Well, if I had to pick between those two I’d have to say alternative because it’s not the culmination – it’s the complete diversion from my plan. My plan is writing big orchestral music and getting better and better working with those forces which are very engrossing and complicated to work with. I love that s***. But meanwhile, they say it takes a lifetime to write your first album, but you get six months to write your second album. These songs, while I have been the orchestral composer dude, have been piling up in my cookie jar. I’m sitting on a lonely train station platform and a song just arrives in the mind. A client, during my years as a hired gun film composer, wants a song about this that or the other. They said, ‘Well, we’ve decided to go in a different direction.’ I’ve still got the song in my cookie jar. Various meetings over 20 years, I’ve been collecting these songs. Actually, it’s been 16 years since I’ve recorded an album. So, these songs have been gathering in the cookie jar. And we’ve been using them under the name Gizmo in Italy. So, these songs have been kind of percolating. But they have not been the mission. So, I guess of the options you present this would be a parallel unrelated that has popped to the surface and is what I’m doing now.
In the past you’ve taken on another persona, Klark Kent. Did you have another in mind when you were making this?
Well, I am in fact a suburban dad. But the guy singing these songs, I’m not so sure about him.
Have you given him a name?
I should! Trick Wave.
Do you plan on doing another Gizmodrome album?
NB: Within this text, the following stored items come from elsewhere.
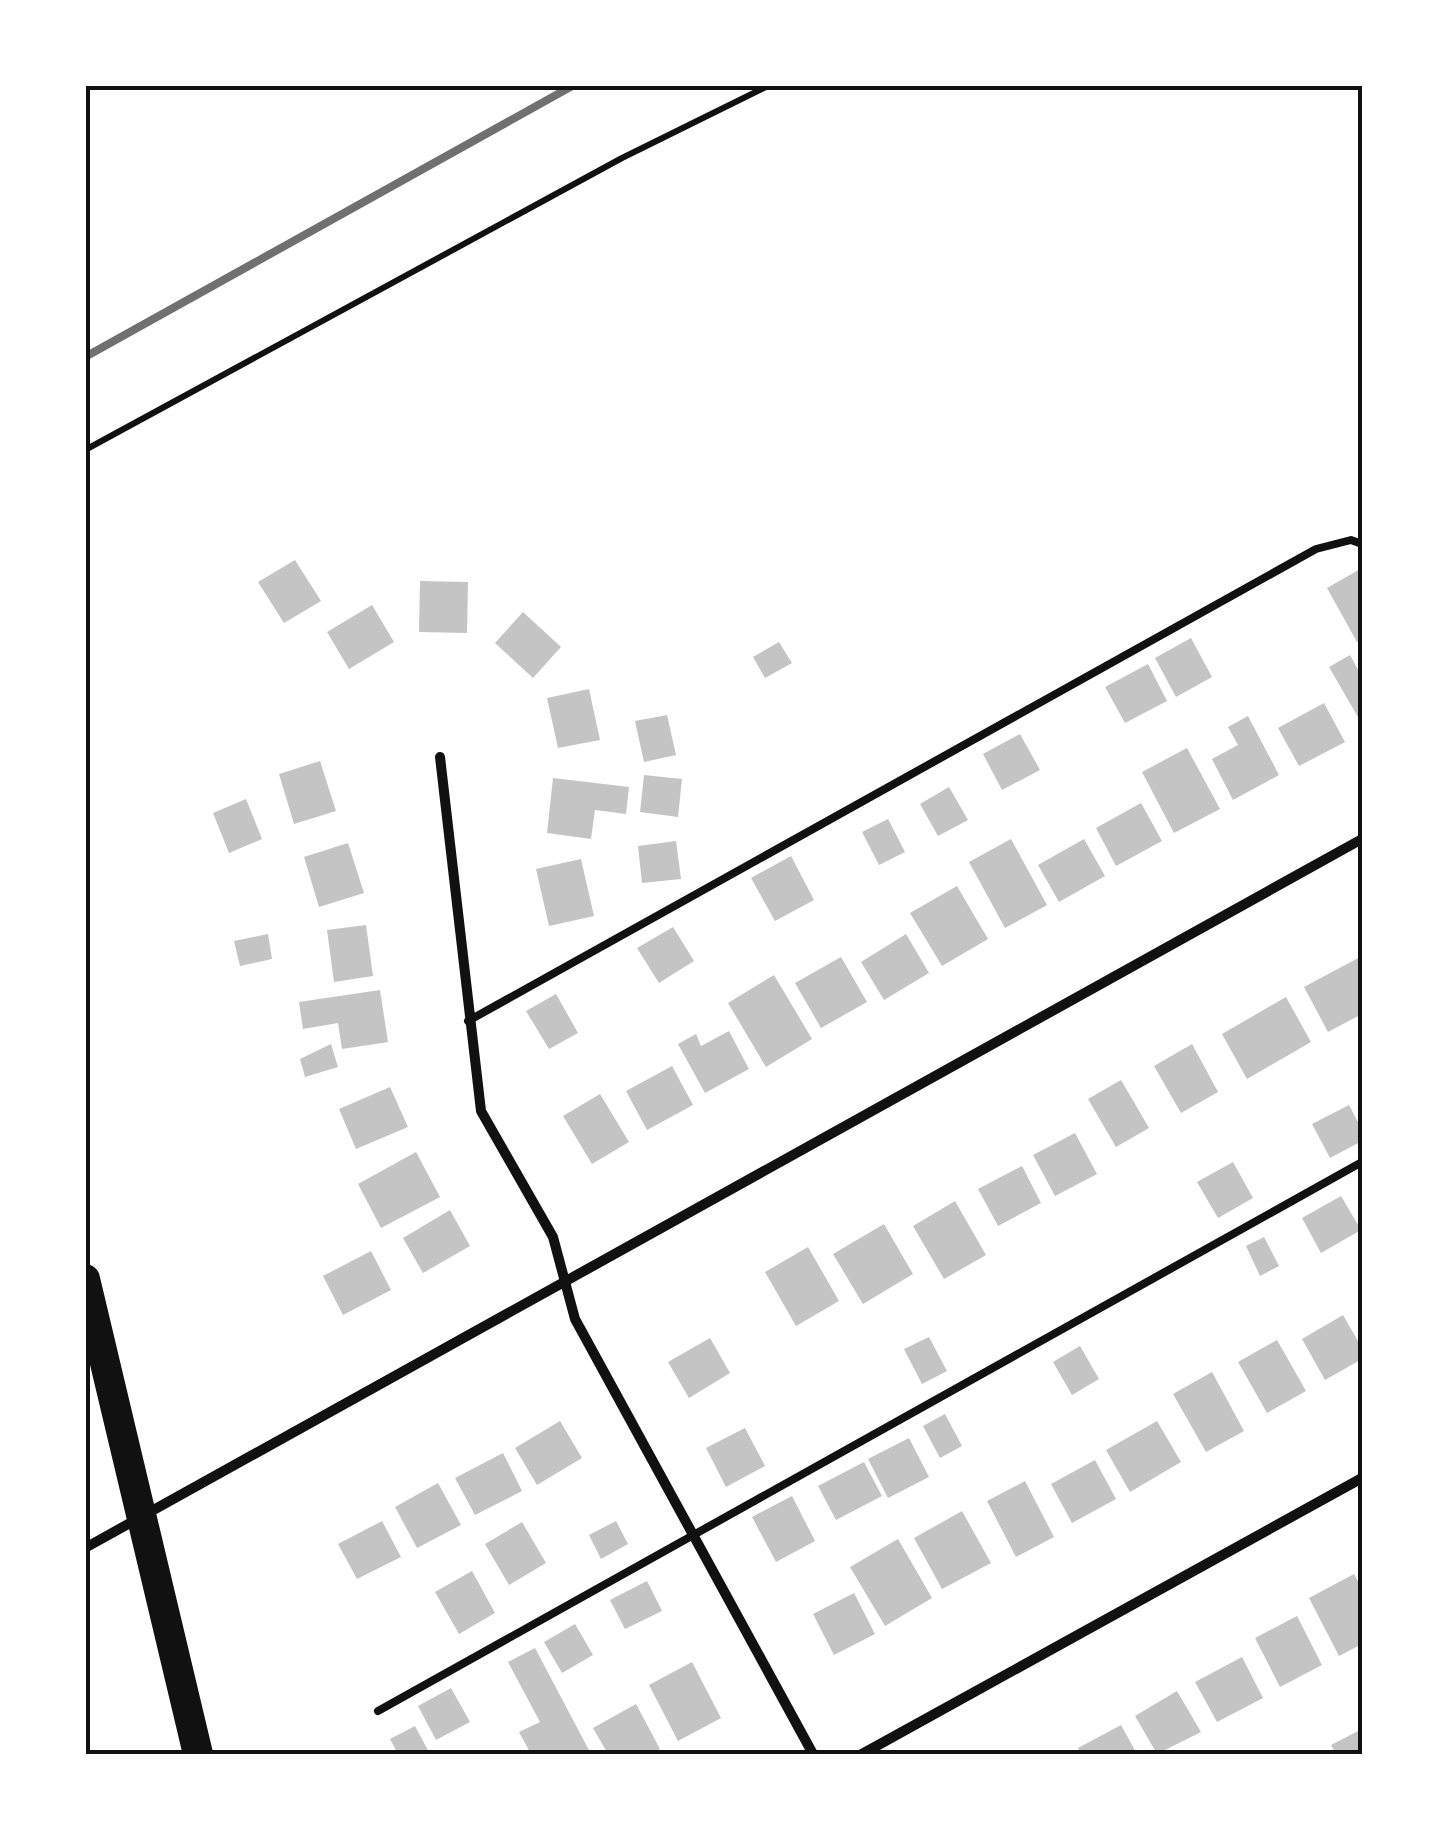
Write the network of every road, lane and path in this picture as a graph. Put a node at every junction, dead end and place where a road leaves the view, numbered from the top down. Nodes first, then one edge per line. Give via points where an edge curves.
1 (770, 85) edge
2 (85, 450) edge
3 (1362, 544) edge
4 (440, 757) dead end
5 (1362, 840) edge
6 (468, 1021) junction
7 (1362, 1162) edge
8 (85, 1279) edge
9 (564, 1282) junction
10 (1362, 1478) edge
11 (693, 1534) junction
12 (85, 1548) edge
13 (175, 1669) junction
14 (378, 1711) dead end
15 (198, 1754) edge
16 (215, 1754) edge
17 (813, 1754) edge
18 (862, 1754) edge

1 - 2 path
3 - 6 lane via 1350,540 1316,548
4 - 6 street
5 - 9 street
6 - 9 street via 481,1111 553,1238
7 - 11 lane
8 - 13 highway
9 - 11 street via 575,1319
9 - 12 street
10 - 18 street
11 - 14 lane
11 - 17 street
13 - 15 highway
13 - 16 highway

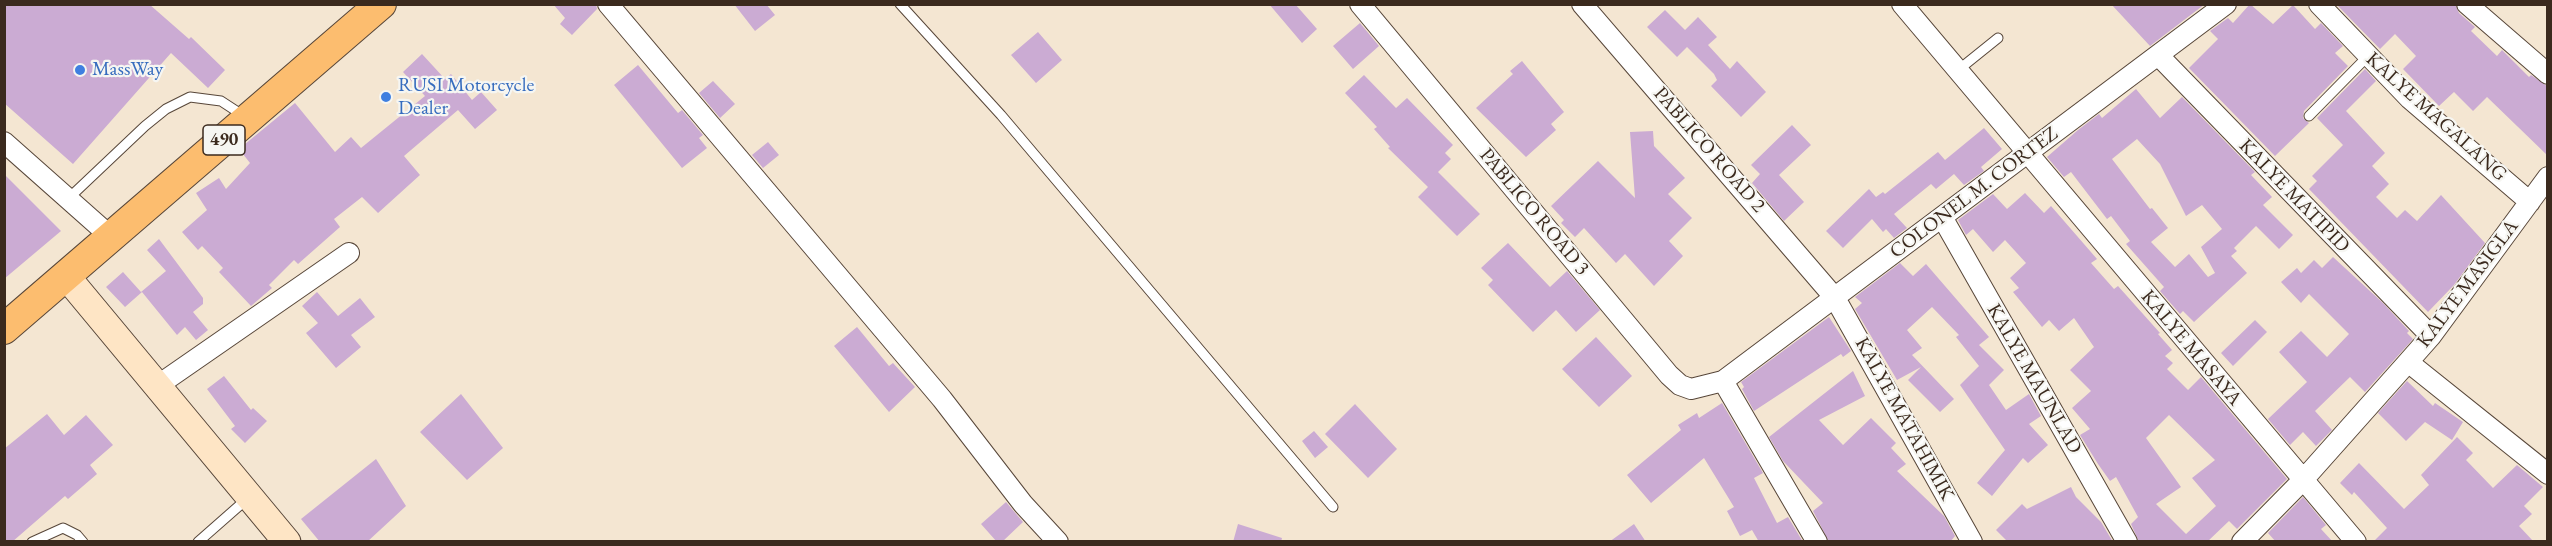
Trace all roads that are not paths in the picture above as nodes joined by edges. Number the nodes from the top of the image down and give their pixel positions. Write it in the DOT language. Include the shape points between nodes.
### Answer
graph roads {
  1 [pos="381,4"];
  2 [pos="608,4"];
  3 [pos="900,4"];
  4 [pos="1360,4"];
  5 [pos="1582,4"];
  6 [pos="1902,4"];
  7 [pos="2226,4"];
  8 [pos="2319,4"];
  9 [pos="2467,4"];
  10 [pos="1998,38"];
  11 [pos="2158,55"];
  12 [pos="2368,56"];
  13 [pos="1957,71"];
  14 [pos="2547,74"];
  15 [pos="2309,116"];
  16 [pos="249,119"];
  17 [pos="4,142"];
  18 [pos="2026,154"];
  19 [pos="2547,177"];
  20 [pos="70,197"];
  21 [pos="2530,202"];
  22 [pos="1942,217"];
  23 [pos="110,236"];
  24 [pos="349,253"];
  25 [pos="66,276"];
  26 [pos="1835,298"];
  27 [pos="4,329"];
  28 [pos="2431,336"];
  29 [pos="2408,362"];
  30 [pos="1723,381"];
  31 [pos="157,386"];
  32 [pos="2547,474"];
  33 [pos="2303,480"];
  34 [pos="250,497"];
  35 [pos="1333,507"];
  36 [pos="32,542"];
  37 [pos="83,542"];
  38 [pos="198,542"];
  39 [pos="288,542"];
  40 [pos="1058,542"];
  41 [pos="1817,542"];
  42 [pos="1971,542"];
  43 [pos="2127,542"];
  44 [pos="2242,542"];
  45 [pos="2356,542"];
  1 -- 16 [label="main road, 490"];
  2 -- 40 [label="street"];
  3 -- 35 [label="lane" via="1001,115"];
  4 -- 30 [label="street, PABLICO ROAD 3" via="1669,375 1680,385 1691,388"];
  5 -- 26 [label="street, PABLICO ROAD 2"];
  6 -- 13 [label="street, KALYE MASAYA"];
  7 -- 11 [label="street, COLONEL M. CORTEZ"];
  8 -- 12 [label="street, KALYE MAGALANG"];
  9 -- 14 [label="street"];
  10 -- 13 [label="lane"];
  11 -- 18 [label="street, COLONEL M. CORTEZ"];
  11 -- 28 [label="street, KALYE MATIPID"];
  12 -- 15 [label="lane"];
  12 -- 21 [label="street, KALYE MAGALANG" via="2410,99"];
  13 -- 18 [label="street, KALYE MASAYA"];
  16 -- 20 [label="lane" via="221,101 190,97 166,108"];
  16 -- 23 [label="main road, 490"];
  17 -- 20 [label="street"];
  18 -- 22 [label="street, COLONEL M. CORTEZ"];
  18 -- 33 [label="street, KALYE MASAYA"];
  19 -- 21 [label="street, KALYE MASIGLA"];
  20 -- 23 [label="street"];
  21 -- 28 [label="street, KALYE MASIGLA"];
  22 -- 26 [label="street, COLONEL M. CORTEZ"];
  22 -- 43 [label="street, KALYE MAUNLAD"];
  23 -- 25 [label="main road, 490"];
  24 -- 31 [label="street"];
  25 -- 27 [label="main road, 490"];
  25 -- 31 [label="street"];
  26 -- 30 [label="street, COLONEL M. CORTEZ"];
  26 -- 42 [label="street, KALYE MATAHIMIK"];
  28 -- 29 [label="street, KALYE MASIGLA"];
  29 -- 32 [label="street, KALYE MASIGLA"];
  29 -- 33 [label="street"];
  30 -- 41 [label="street"];
  31 -- 34 [label="street"];
  33 -- 44 [label="street"];
  33 -- 45 [label="street, KALYE MASAYA"];
  34 -- 38 [label="lane"];
  34 -- 39 [label="street"];
  36 -- 37 [label="lane" via="63,528"];
}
Yes, we’re already thinking about it. Even as we were finishing the record we were coming up with new ideas. Adrian and I – it turns out we sing pretty good together. Kind of like a twisted Everly Brothers. He’s really good at those high harmonies and he’s got that kind of talking blues syntax that works well with what I do. So we’re all hot to get back in the studio and try some more of that. At the last minute, Mark came up with some MP3s of stuff and there’s more of their cookie jar. This one here is my cookie jar. Turns out Adrian, Mark and Vittorio also have some cool stuff. So, we’re looking forward to getting back in the studio again, probably next fall. Orchestral work, I am still full on. I’m just closing a deal on another big piece that will keep me busy for the next two years. That is what I do at home on my desk. Meanwhile, I’m figuring out how to how to play guitar and sing songs at the same time. That’s a new mountain to climb.
Did you use any special equipment that uniquely impacted the creation of the album?
Not really. My Tama drums are the only piece – the rest of it was all software, microphones, a wide spread of different kinds of gear. I can’t say the gear really impacted it. In fact, my philosophy is, ‘Plug in and play.’ Whatever the gear is, plug it in and play it.
How has your partnership with BMI benefitted the process, particularly as you take on new projects?
What has been very inspiring about BMI is the places Doreen Ringer-Ross has put me. Into a conducting seminar. Into panels at Sundance, where I interact with really interesting people in many different ways. Quite apart from the accounting, BMI has introduced me to people, introduced me to ideas and places and events that are beyond the call of duty that I’d say have contributed hugely to my creative machine.